> _ACTIVITY_
Write the records out again exactly, leaving no images in.

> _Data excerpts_

::::

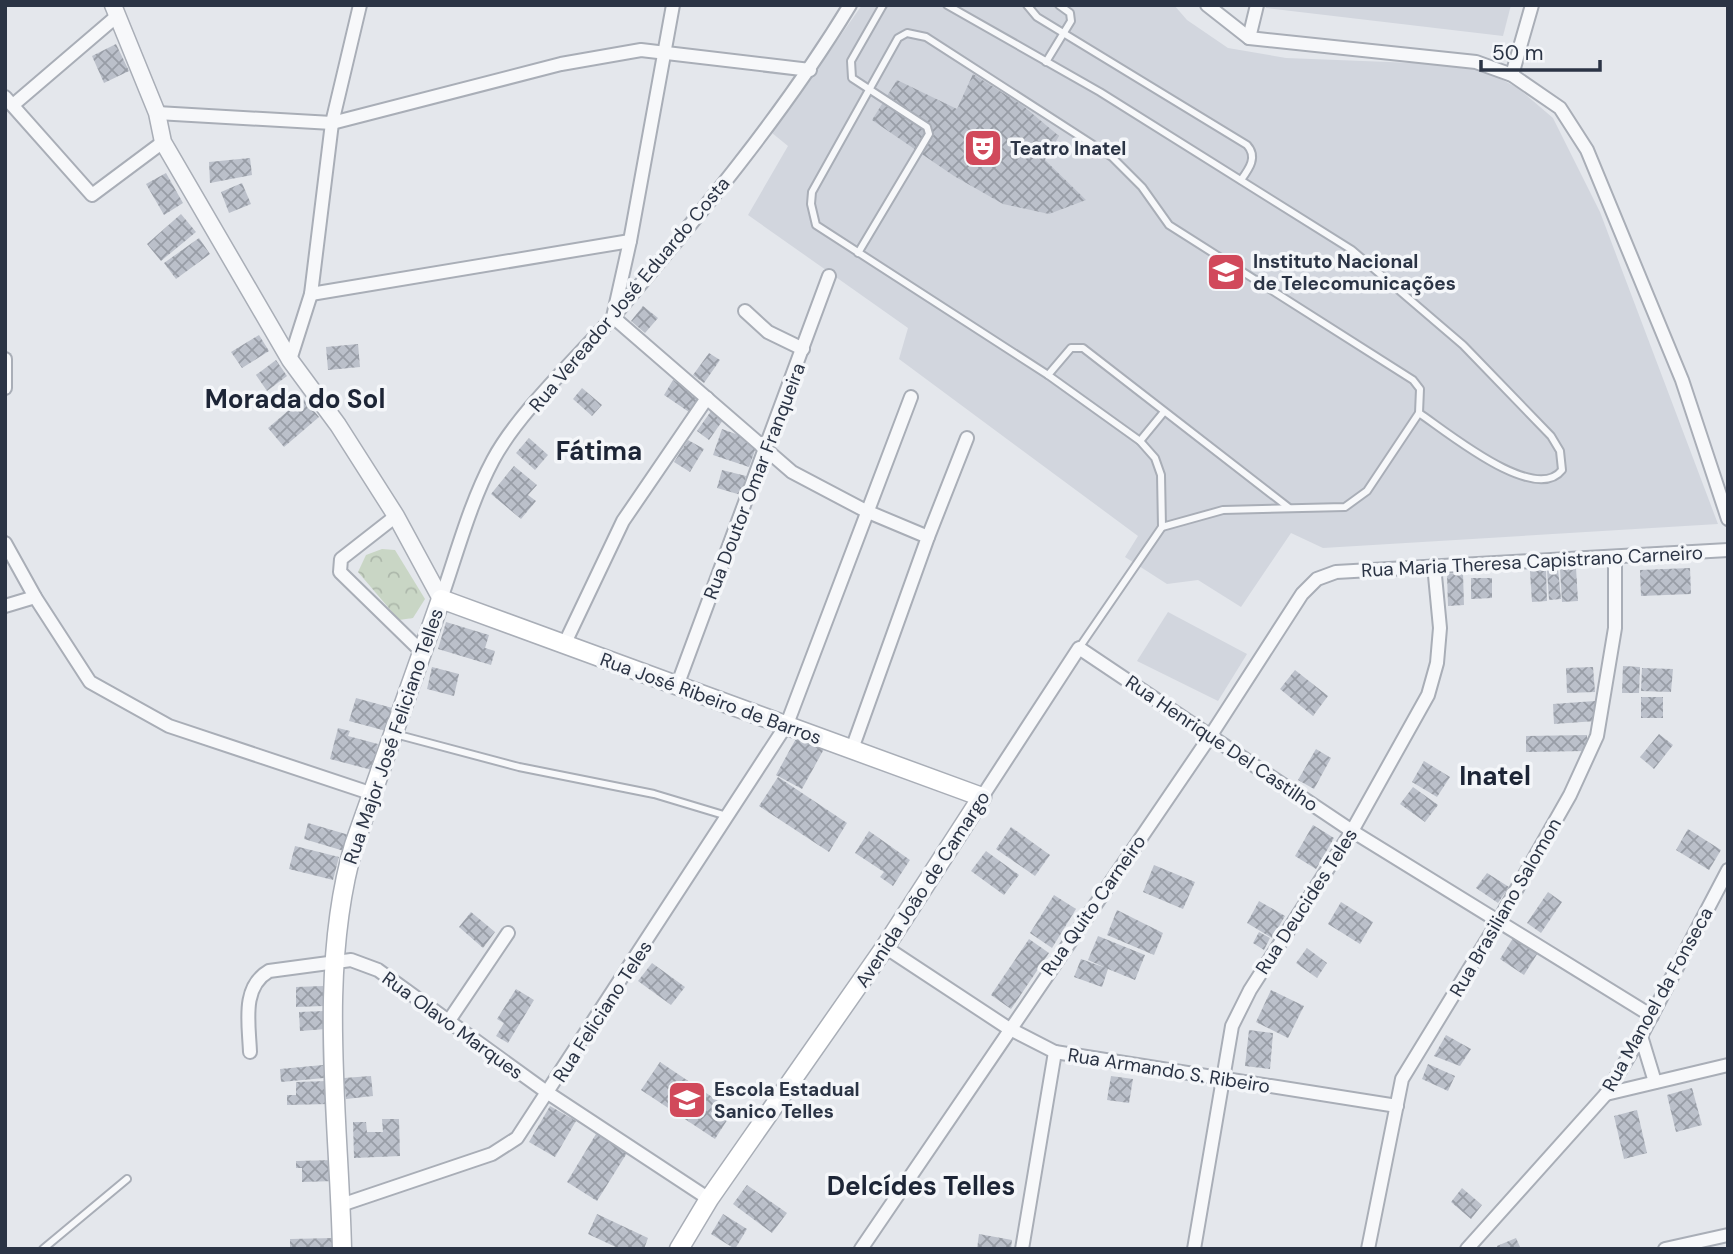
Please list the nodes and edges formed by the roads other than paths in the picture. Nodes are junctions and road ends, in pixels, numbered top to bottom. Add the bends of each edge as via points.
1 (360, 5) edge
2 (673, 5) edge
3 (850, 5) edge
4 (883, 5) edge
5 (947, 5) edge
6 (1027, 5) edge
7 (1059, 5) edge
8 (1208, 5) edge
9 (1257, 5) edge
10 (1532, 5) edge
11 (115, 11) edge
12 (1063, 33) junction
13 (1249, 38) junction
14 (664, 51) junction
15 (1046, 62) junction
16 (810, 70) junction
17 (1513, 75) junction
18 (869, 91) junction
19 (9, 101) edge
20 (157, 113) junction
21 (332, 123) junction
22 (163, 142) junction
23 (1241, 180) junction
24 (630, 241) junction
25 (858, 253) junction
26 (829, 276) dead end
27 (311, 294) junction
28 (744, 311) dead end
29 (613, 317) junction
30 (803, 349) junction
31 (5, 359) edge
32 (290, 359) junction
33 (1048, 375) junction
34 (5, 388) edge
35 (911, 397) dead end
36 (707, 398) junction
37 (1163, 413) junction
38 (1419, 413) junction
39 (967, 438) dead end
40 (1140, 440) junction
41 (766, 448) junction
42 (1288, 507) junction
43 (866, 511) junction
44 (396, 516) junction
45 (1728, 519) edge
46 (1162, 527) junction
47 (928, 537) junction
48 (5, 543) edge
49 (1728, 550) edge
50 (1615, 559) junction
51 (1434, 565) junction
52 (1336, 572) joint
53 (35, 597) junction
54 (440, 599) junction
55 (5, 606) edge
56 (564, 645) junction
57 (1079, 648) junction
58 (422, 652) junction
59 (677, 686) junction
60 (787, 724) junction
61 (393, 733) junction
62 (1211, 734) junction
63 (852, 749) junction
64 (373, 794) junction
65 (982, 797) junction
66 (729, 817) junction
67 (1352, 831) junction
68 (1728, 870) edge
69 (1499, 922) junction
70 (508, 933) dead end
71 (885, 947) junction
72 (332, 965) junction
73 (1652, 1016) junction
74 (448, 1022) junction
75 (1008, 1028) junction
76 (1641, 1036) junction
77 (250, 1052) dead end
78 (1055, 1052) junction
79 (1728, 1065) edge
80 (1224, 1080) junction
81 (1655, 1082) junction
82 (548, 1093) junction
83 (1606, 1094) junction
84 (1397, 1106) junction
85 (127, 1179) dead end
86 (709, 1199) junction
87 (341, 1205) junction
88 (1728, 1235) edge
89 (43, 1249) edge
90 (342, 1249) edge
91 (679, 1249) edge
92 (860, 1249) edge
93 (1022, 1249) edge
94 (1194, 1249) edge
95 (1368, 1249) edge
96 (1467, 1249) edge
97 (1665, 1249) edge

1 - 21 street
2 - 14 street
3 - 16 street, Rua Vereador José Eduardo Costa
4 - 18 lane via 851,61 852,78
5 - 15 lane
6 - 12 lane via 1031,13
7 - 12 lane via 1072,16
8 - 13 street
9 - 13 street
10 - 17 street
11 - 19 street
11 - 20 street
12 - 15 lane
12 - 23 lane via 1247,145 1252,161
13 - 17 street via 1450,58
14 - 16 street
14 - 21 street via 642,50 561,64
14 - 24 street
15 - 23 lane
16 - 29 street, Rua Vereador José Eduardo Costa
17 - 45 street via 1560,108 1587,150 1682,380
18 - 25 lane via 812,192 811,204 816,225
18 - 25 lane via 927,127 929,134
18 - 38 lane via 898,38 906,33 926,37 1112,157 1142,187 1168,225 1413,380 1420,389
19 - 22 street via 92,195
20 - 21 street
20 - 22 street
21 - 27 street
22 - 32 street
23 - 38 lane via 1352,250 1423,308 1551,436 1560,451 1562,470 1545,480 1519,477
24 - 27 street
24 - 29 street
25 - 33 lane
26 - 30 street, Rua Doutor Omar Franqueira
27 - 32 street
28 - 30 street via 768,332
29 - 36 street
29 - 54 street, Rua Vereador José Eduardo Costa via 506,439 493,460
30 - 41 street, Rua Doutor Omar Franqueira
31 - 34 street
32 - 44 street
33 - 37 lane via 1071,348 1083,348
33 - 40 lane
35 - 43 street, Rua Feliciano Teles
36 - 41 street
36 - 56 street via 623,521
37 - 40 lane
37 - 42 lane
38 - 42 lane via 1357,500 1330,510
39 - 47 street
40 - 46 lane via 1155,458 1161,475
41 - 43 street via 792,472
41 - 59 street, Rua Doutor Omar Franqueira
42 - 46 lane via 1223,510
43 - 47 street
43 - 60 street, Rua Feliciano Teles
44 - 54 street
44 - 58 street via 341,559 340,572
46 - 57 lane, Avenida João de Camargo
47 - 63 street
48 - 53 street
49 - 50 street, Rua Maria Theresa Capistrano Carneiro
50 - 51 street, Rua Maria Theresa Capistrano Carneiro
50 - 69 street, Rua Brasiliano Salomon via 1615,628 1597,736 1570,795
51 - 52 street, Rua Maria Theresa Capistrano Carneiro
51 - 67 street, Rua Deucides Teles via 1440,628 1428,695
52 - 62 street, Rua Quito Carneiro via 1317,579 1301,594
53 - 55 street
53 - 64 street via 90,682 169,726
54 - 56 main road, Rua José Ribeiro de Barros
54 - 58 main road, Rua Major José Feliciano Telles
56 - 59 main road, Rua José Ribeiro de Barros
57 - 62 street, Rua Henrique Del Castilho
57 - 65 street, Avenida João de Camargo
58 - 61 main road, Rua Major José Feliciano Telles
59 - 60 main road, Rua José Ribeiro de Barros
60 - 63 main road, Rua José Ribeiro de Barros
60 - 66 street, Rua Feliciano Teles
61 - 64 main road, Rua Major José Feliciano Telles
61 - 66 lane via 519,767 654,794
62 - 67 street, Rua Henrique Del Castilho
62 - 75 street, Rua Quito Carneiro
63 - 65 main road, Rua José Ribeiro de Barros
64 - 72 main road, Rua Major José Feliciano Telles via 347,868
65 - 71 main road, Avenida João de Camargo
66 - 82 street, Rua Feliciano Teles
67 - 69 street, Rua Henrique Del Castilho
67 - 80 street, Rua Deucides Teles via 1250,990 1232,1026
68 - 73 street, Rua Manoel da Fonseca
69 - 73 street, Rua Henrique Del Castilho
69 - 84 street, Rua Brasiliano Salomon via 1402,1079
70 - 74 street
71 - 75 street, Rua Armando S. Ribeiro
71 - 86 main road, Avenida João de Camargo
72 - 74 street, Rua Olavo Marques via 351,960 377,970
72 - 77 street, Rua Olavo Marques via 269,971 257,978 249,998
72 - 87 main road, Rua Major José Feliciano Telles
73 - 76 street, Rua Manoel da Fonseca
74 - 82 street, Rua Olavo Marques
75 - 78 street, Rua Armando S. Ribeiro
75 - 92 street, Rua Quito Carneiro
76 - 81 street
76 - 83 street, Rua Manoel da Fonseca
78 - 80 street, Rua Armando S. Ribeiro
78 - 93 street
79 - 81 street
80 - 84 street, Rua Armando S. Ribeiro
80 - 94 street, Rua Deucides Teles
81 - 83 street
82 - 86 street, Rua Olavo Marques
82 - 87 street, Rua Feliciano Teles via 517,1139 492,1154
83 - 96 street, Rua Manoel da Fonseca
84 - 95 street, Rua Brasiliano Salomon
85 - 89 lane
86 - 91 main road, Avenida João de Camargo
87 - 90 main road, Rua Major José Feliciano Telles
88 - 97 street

::::

> _SOLUTION TO THIS EXERCISE_
Please list the nodes and edges formed by the roads other than paths in the picture. Nodes are junctions and road ends, in pixels, numbered top to bottom. Add the bends of each edge as via points.
1 (360, 5) edge
2 (673, 5) edge
3 (850, 5) edge
4 (883, 5) edge
5 (947, 5) edge
6 (1027, 5) edge
7 (1059, 5) edge
8 (1208, 5) edge
9 (1257, 5) edge
10 (1532, 5) edge
11 (115, 11) edge
12 (1063, 33) junction
13 (1249, 38) junction
14 (664, 51) junction
15 (1046, 62) junction
16 (810, 70) junction
17 (1513, 75) junction
18 (869, 91) junction
19 (9, 101) edge
20 (157, 113) junction
21 (332, 123) junction
22 (163, 142) junction
23 (1241, 180) junction
24 (630, 241) junction
25 (858, 253) junction
26 (829, 276) dead end
27 (311, 294) junction
28 (744, 311) dead end
29 (613, 317) junction
30 (803, 349) junction
31 (5, 359) edge
32 (290, 359) junction
33 (1048, 375) junction
34 (5, 388) edge
35 (911, 397) dead end
36 (707, 398) junction
37 (1163, 413) junction
38 (1419, 413) junction
39 (967, 438) dead end
40 (1140, 440) junction
41 (766, 448) junction
42 (1288, 507) junction
43 (866, 511) junction
44 (396, 516) junction
45 (1728, 519) edge
46 (1162, 527) junction
47 (928, 537) junction
48 (5, 543) edge
49 (1728, 550) edge
50 (1615, 559) junction
51 (1434, 565) junction
52 (1336, 572) joint
53 (35, 597) junction
54 (440, 599) junction
55 (5, 606) edge
56 (564, 645) junction
57 (1079, 648) junction
58 (422, 652) junction
59 (677, 686) junction
60 (787, 724) junction
61 (393, 733) junction
62 (1211, 734) junction
63 (852, 749) junction
64 (373, 794) junction
65 (982, 797) junction
66 (729, 817) junction
67 (1352, 831) junction
68 (1728, 870) edge
69 (1499, 922) junction
70 (508, 933) dead end
71 (885, 947) junction
72 (332, 965) junction
73 (1652, 1016) junction
74 (448, 1022) junction
75 (1008, 1028) junction
76 (1641, 1036) junction
77 (250, 1052) dead end
78 (1055, 1052) junction
79 (1728, 1065) edge
80 (1224, 1080) junction
81 (1655, 1082) junction
82 (548, 1093) junction
83 (1606, 1094) junction
84 (1397, 1106) junction
85 (127, 1179) dead end
86 (709, 1199) junction
87 (341, 1205) junction
88 (1728, 1235) edge
89 (43, 1249) edge
90 (342, 1249) edge
91 (679, 1249) edge
92 (860, 1249) edge
93 (1022, 1249) edge
94 (1194, 1249) edge
95 (1368, 1249) edge
96 (1467, 1249) edge
97 (1665, 1249) edge

1 - 21 street
2 - 14 street
3 - 16 street, Rua Vereador José Eduardo Costa
4 - 18 lane via 851,61 852,78
5 - 15 lane
6 - 12 lane via 1031,13
7 - 12 lane via 1072,16
8 - 13 street
9 - 13 street
10 - 17 street
11 - 19 street
11 - 20 street
12 - 15 lane
12 - 23 lane via 1247,145 1252,161
13 - 17 street via 1450,58
14 - 16 street
14 - 21 street via 642,50 561,64
14 - 24 street
15 - 23 lane
16 - 29 street, Rua Vereador José Eduardo Costa
17 - 45 street via 1560,108 1587,150 1682,380
18 - 25 lane via 812,192 811,204 816,225
18 - 25 lane via 927,127 929,134
18 - 38 lane via 898,38 906,33 926,37 1112,157 1142,187 1168,225 1413,380 1420,389
19 - 22 street via 92,195
20 - 21 street
20 - 22 street
21 - 27 street
22 - 32 street
23 - 38 lane via 1352,250 1423,308 1551,436 1560,451 1562,470 1545,480 1519,477
24 - 27 street
24 - 29 street
25 - 33 lane
26 - 30 street, Rua Doutor Omar Franqueira
27 - 32 street
28 - 30 street via 768,332
29 - 36 street
29 - 54 street, Rua Vereador José Eduardo Costa via 506,439 493,460
30 - 41 street, Rua Doutor Omar Franqueira
31 - 34 street
32 - 44 street
33 - 37 lane via 1071,348 1083,348
33 - 40 lane
35 - 43 street, Rua Feliciano Teles
36 - 41 street
36 - 56 street via 623,521
37 - 40 lane
37 - 42 lane
38 - 42 lane via 1357,500 1330,510
39 - 47 street
40 - 46 lane via 1155,458 1161,475
41 - 43 street via 792,472
41 - 59 street, Rua Doutor Omar Franqueira
42 - 46 lane via 1223,510
43 - 47 street
43 - 60 street, Rua Feliciano Teles
44 - 54 street
44 - 58 street via 341,559 340,572
46 - 57 lane, Avenida João de Camargo
47 - 63 street
48 - 53 street
49 - 50 street, Rua Maria Theresa Capistrano Carneiro
50 - 51 street, Rua Maria Theresa Capistrano Carneiro
50 - 69 street, Rua Brasiliano Salomon via 1615,628 1597,736 1570,795
51 - 52 street, Rua Maria Theresa Capistrano Carneiro
51 - 67 street, Rua Deucides Teles via 1440,628 1428,695
52 - 62 street, Rua Quito Carneiro via 1317,579 1301,594
53 - 55 street
53 - 64 street via 90,682 169,726
54 - 56 main road, Rua José Ribeiro de Barros
54 - 58 main road, Rua Major José Feliciano Telles
56 - 59 main road, Rua José Ribeiro de Barros
57 - 62 street, Rua Henrique Del Castilho
57 - 65 street, Avenida João de Camargo
58 - 61 main road, Rua Major José Feliciano Telles
59 - 60 main road, Rua José Ribeiro de Barros
60 - 63 main road, Rua José Ribeiro de Barros
60 - 66 street, Rua Feliciano Teles
61 - 64 main road, Rua Major José Feliciano Telles
61 - 66 lane via 519,767 654,794
62 - 67 street, Rua Henrique Del Castilho
62 - 75 street, Rua Quito Carneiro
63 - 65 main road, Rua José Ribeiro de Barros
64 - 72 main road, Rua Major José Feliciano Telles via 347,868
65 - 71 main road, Avenida João de Camargo
66 - 82 street, Rua Feliciano Teles
67 - 69 street, Rua Henrique Del Castilho
67 - 80 street, Rua Deucides Teles via 1250,990 1232,1026
68 - 73 street, Rua Manoel da Fonseca
69 - 73 street, Rua Henrique Del Castilho
69 - 84 street, Rua Brasiliano Salomon via 1402,1079
70 - 74 street
71 - 75 street, Rua Armando S. Ribeiro
71 - 86 main road, Avenida João de Camargo
72 - 74 street, Rua Olavo Marques via 351,960 377,970
72 - 77 street, Rua Olavo Marques via 269,971 257,978 249,998
72 - 87 main road, Rua Major José Feliciano Telles
73 - 76 street, Rua Manoel da Fonseca
74 - 82 street, Rua Olavo Marques
75 - 78 street, Rua Armando S. Ribeiro
75 - 92 street, Rua Quito Carneiro
76 - 81 street
76 - 83 street, Rua Manoel da Fonseca
78 - 80 street, Rua Armando S. Ribeiro
78 - 93 street
79 - 81 street
80 - 84 street, Rua Armando S. Ribeiro
80 - 94 street, Rua Deucides Teles
81 - 83 street
82 - 86 street, Rua Olavo Marques
82 - 87 street, Rua Feliciano Teles via 517,1139 492,1154
83 - 96 street, Rua Manoel da Fonseca
84 - 95 street, Rua Brasiliano Salomon
85 - 89 lane
86 - 91 main road, Avenida João de Camargo
87 - 90 main road, Rua Major José Feliciano Telles
88 - 97 street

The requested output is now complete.